The Washington state Housing Finance Commission has agreed to issue $9.5 million in tax-exempt revenue bonds for a multifamily affordable housing project at the Clare House retirement complex on Spokane's South Hill.
Whitewater Creek Inc., of Hayden, Idaho, and the nonprofit Spokane Housing Ventures are working together on a $27 million deal to buy the struggling retirement complex, located at 4827 S. Palouse Highway, and to develop 180 additional units of rental housing there for families and seniors, some of which would be low-income units. They originally had sought $11.3 million in revenue bonds from the commission.
Todd Prescott, president of Whitewater Creek, declined to comment on the closing or project timeline, but Helen Stevenson, manager of acquisition and development for Spokane Housing Ventures, says the partners are very close to securing the needed funding for the first piece of that development, a planned 120-unit multifamily affordable housing project. Sixty additional senior-living units would be added later.
Funding for the multifamily apartment project would include the revenue bonds plus low-income tax credits, says Tia Peycheff, director of capital projects for the Housing Finance Commission. The state Department of Commerce's housing division has requested a release of tax credit assistance program funds from the U.S. Department of Housing and Urban Development on or about Dec. 2 for the project. Stevenson says those monies are expected to be around $500,000.

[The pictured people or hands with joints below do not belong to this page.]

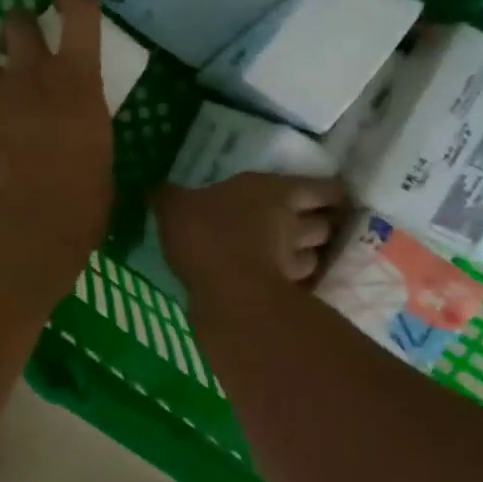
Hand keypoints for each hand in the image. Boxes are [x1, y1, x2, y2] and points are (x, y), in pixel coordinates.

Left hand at [0, 0, 113, 280]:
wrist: (23, 227)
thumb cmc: (79, 203)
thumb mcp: (98, 158)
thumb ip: (82, 131)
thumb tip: (75, 137)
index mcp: (79, 82)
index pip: (80, 14)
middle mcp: (33, 75)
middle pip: (18, 22)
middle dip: (17, 25)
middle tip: (18, 39)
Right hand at [153, 174, 346, 299]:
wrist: (227, 291)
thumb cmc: (206, 234)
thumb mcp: (174, 207)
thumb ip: (167, 197)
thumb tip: (154, 188)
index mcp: (273, 191)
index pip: (321, 188)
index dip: (328, 192)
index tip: (328, 195)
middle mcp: (292, 223)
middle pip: (324, 222)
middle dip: (321, 223)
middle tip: (309, 224)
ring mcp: (293, 260)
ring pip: (315, 255)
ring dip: (309, 254)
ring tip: (294, 256)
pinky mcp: (287, 293)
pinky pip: (298, 284)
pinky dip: (293, 282)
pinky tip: (278, 284)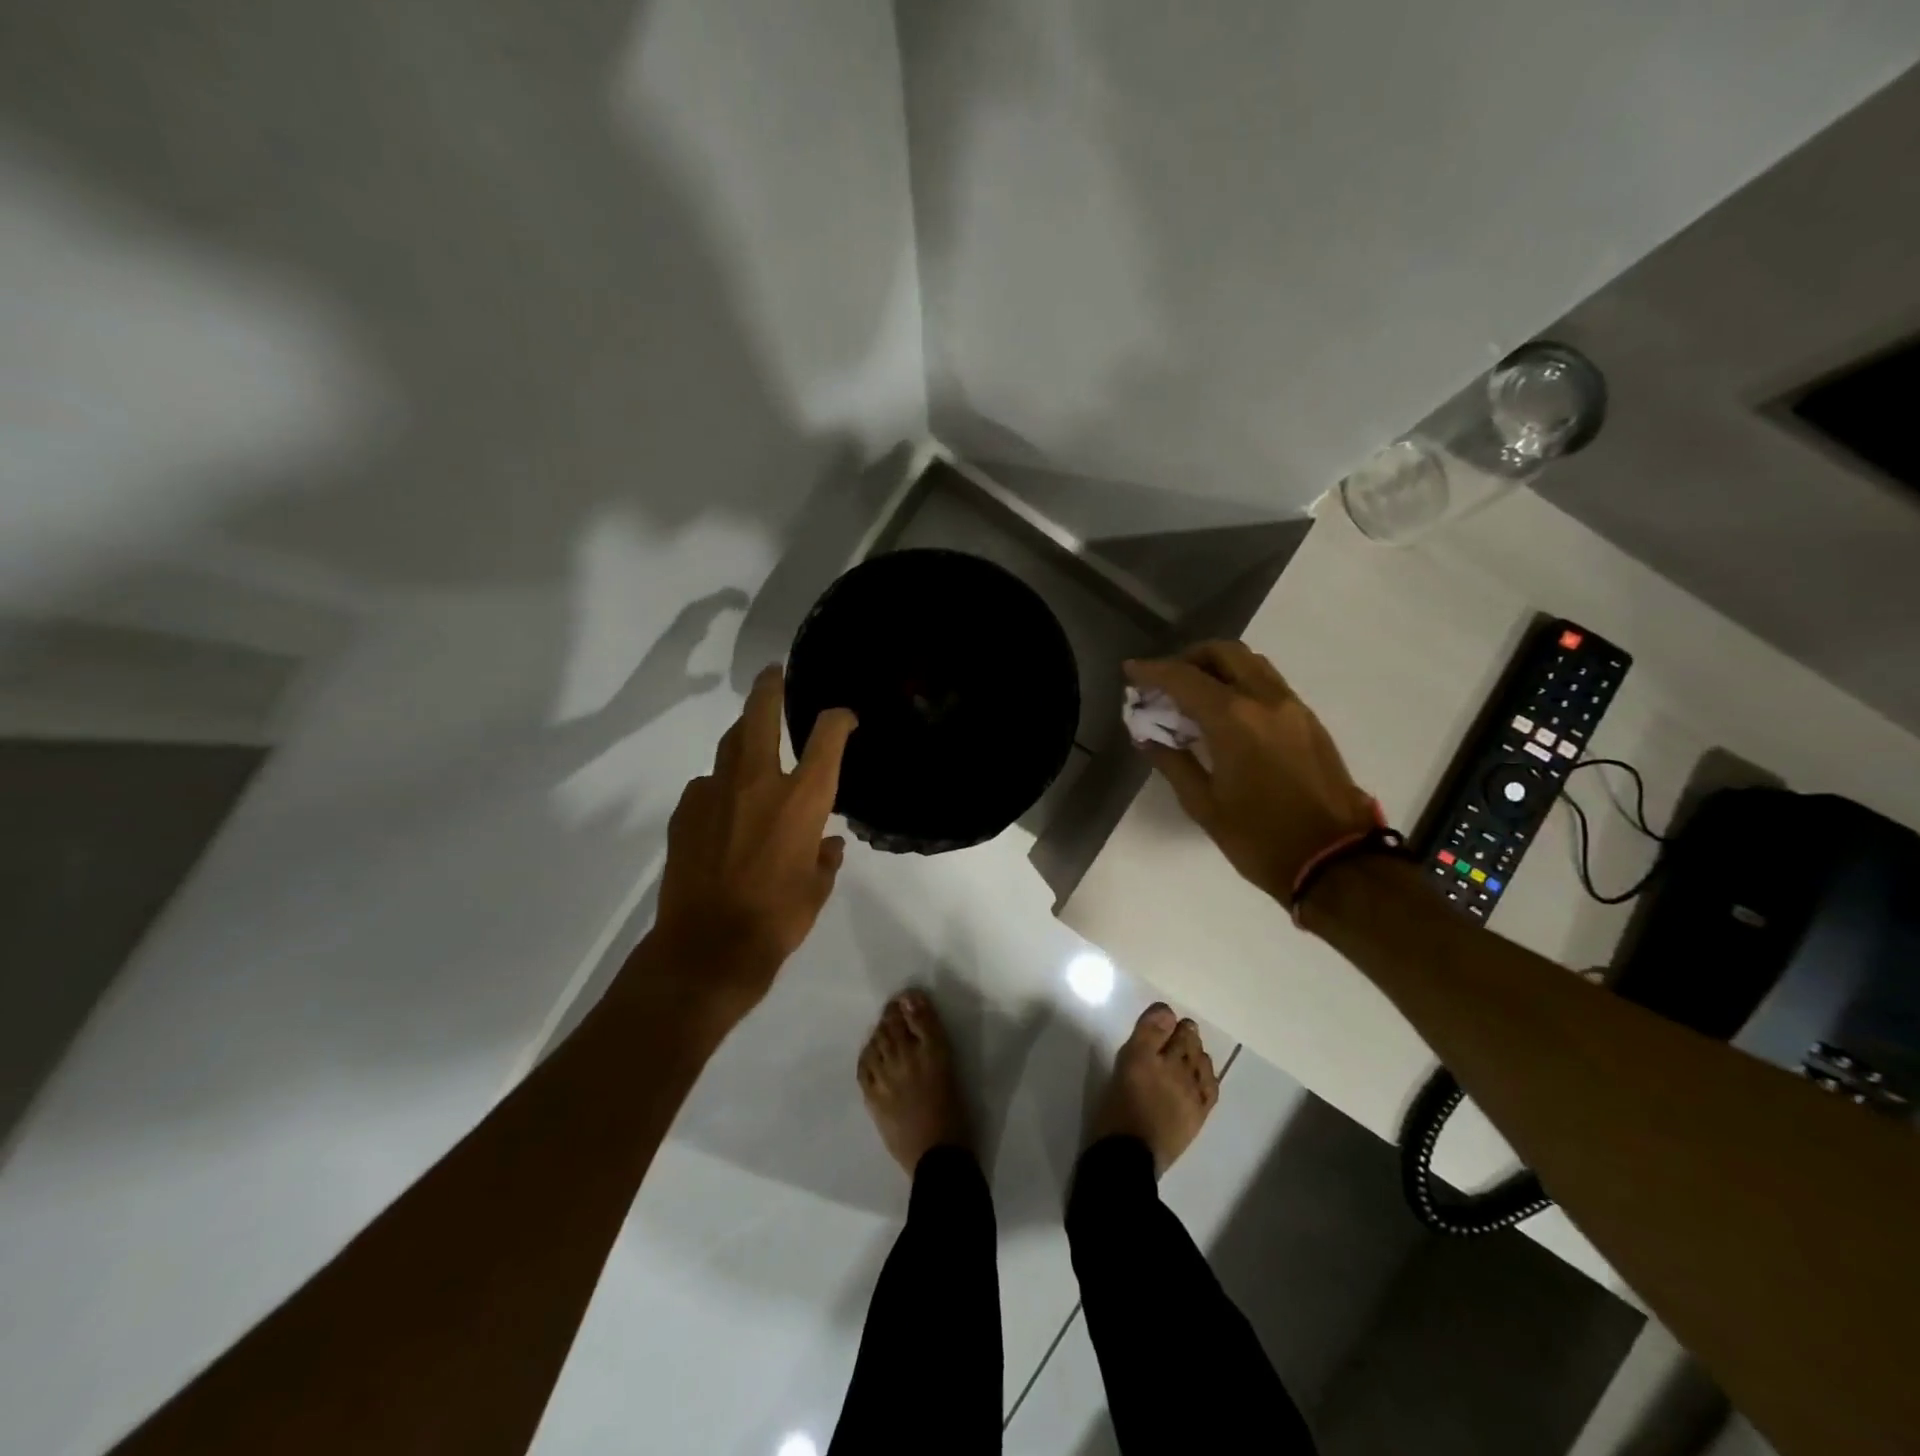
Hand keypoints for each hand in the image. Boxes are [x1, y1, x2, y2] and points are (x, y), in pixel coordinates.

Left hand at [640, 665, 856, 1026]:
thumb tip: (826, 845)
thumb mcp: (817, 889)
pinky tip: (724, 807)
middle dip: (769, 687)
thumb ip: (824, 858)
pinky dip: (720, 786)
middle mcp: (758, 783)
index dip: (838, 718)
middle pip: (760, 715)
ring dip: (743, 735)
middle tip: (773, 673)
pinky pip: (706, 785)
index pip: (826, 736)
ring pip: (728, 745)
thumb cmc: (777, 920)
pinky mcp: (685, 813)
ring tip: (751, 739)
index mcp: (802, 799)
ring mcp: (715, 793)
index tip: (843, 717)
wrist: (707, 950)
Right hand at [1125, 642, 1375, 903]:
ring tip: (1194, 696)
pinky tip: (1226, 715)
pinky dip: (1241, 683)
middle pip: (1224, 653)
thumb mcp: (1203, 805)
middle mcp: (1265, 700)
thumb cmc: (1259, 838)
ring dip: (1218, 668)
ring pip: (1251, 663)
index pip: (1184, 678)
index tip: (1130, 670)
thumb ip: (1172, 762)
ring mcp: (1293, 707)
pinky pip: (1269, 684)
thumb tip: (1146, 736)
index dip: (1152, 671)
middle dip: (1188, 658)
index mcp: (1234, 719)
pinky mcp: (1309, 721)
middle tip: (1165, 682)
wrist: (1335, 861)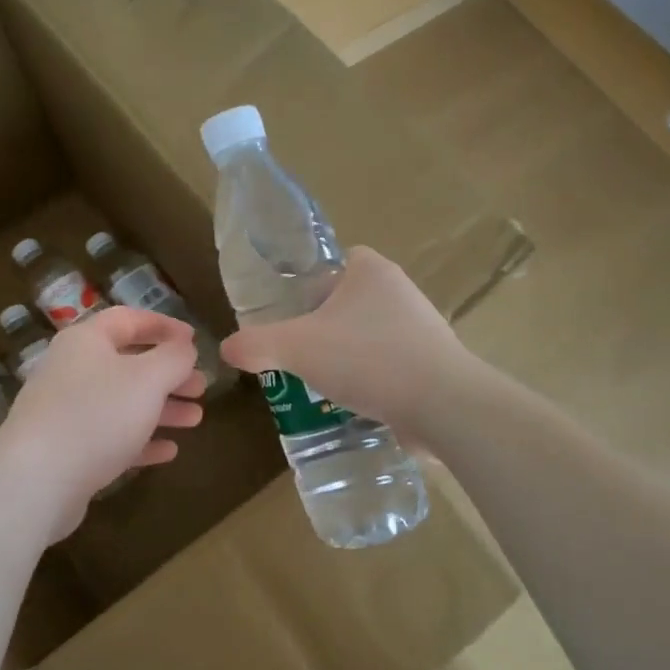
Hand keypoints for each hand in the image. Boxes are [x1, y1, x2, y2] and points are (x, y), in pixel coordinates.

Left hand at [0, 307, 205, 539]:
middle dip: (168, 375)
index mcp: (86, 341)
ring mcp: (66, 412)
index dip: (164, 326)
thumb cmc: (97, 415)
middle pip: (128, 364)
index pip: (128, 319)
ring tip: (195, 420)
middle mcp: (72, 370)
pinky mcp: (66, 450)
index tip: (195, 340)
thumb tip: (185, 347)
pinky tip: (168, 451)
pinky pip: (110, 437)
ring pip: (122, 403)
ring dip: (161, 409)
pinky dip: (140, 440)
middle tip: (201, 387)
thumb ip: (174, 358)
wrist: (36, 481)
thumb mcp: (148, 379)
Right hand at [219, 247, 468, 438]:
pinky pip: (390, 364)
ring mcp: (422, 328)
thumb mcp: (296, 348)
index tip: (291, 315)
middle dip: (324, 326)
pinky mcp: (433, 363)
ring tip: (321, 382)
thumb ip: (255, 345)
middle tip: (298, 353)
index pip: (336, 263)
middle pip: (350, 302)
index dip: (309, 286)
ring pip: (369, 335)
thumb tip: (227, 348)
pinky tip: (355, 403)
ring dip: (347, 355)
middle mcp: (400, 291)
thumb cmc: (367, 359)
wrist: (442, 405)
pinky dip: (372, 379)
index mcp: (371, 270)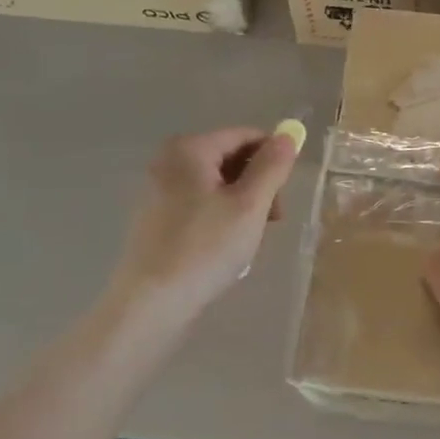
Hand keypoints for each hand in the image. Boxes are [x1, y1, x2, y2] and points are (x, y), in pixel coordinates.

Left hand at [107, 126, 299, 334]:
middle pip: (230, 158)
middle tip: (271, 221)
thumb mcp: (250, 205)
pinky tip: (225, 247)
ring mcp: (158, 190)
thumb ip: (272, 166)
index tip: (284, 195)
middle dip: (258, 185)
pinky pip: (200, 204)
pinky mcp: (155, 218)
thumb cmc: (205, 247)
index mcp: (189, 149)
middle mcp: (168, 160)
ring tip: (249, 239)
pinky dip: (220, 218)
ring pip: (217, 185)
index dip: (273, 159)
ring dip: (242, 205)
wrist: (151, 303)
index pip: (246, 136)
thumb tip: (288, 136)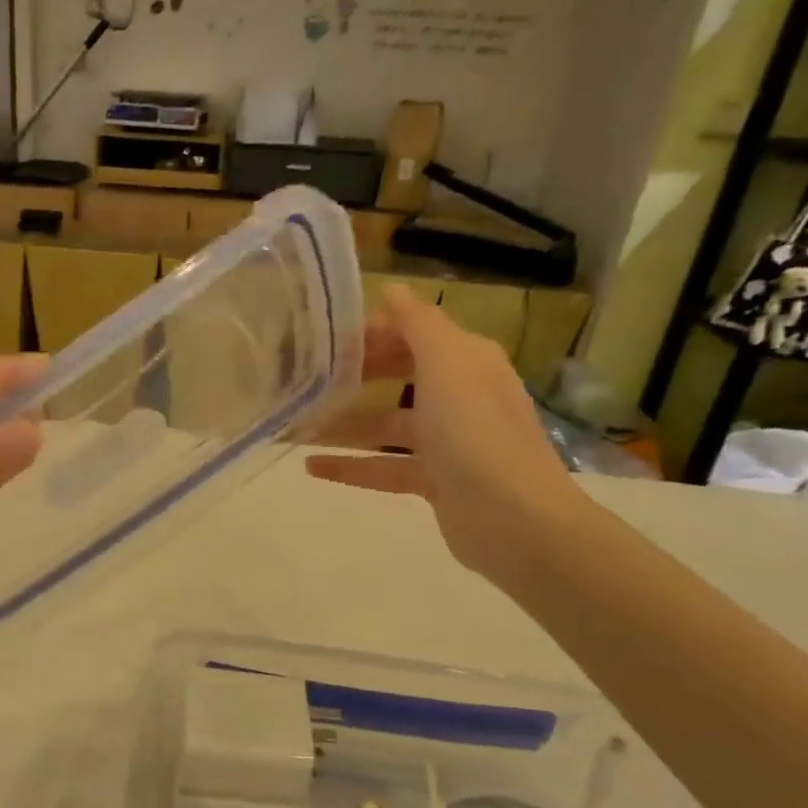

Peycheff says that if the revenue bonds can be issued by Dec. 31, the project also could involve a new program the Housing Finance Commission is administering. In that program, the U.S. Treasury would likely buy some or all of the bonds issued for the project with federal stimulus money. Peycheff says the Housing Finance Commission has requested an allocation under that program for the Clare House multifamily project.
Peycheff says that if the Dec. 31 deadline isn't met, the bonds would be sold through normal channels.
The commission doesn't typically pass a resolution to issue the tax-exempt bonds unless a project has a "high certainty" of moving forward, Peycheff says.
Spokane businessman Harry Green, who developed the retirement complex, originally had planned a multiphase, 418-unit campus on 18 acres along the Palouse Highway, just southeast of the Southgate commercial district. The first phase of that project included construction of the Clare House apartment building, as well as a community building and other amenities. The second phase of work included the construction of about two dozen bungalow units, which are owned by a separate company named Clare House Bungalow Homes LLC.
More than a year ago, the properties fell into foreclosure. Several times, scheduled trustees' sales that would have involved pieces of the development separately have been stayed by court actions as Green has sought to sell them as a whole to preserve their value. Trustees' sales were blocked again when Clare House LLC and Clare House Bungalow Homes LLC filed for bankruptcy in August.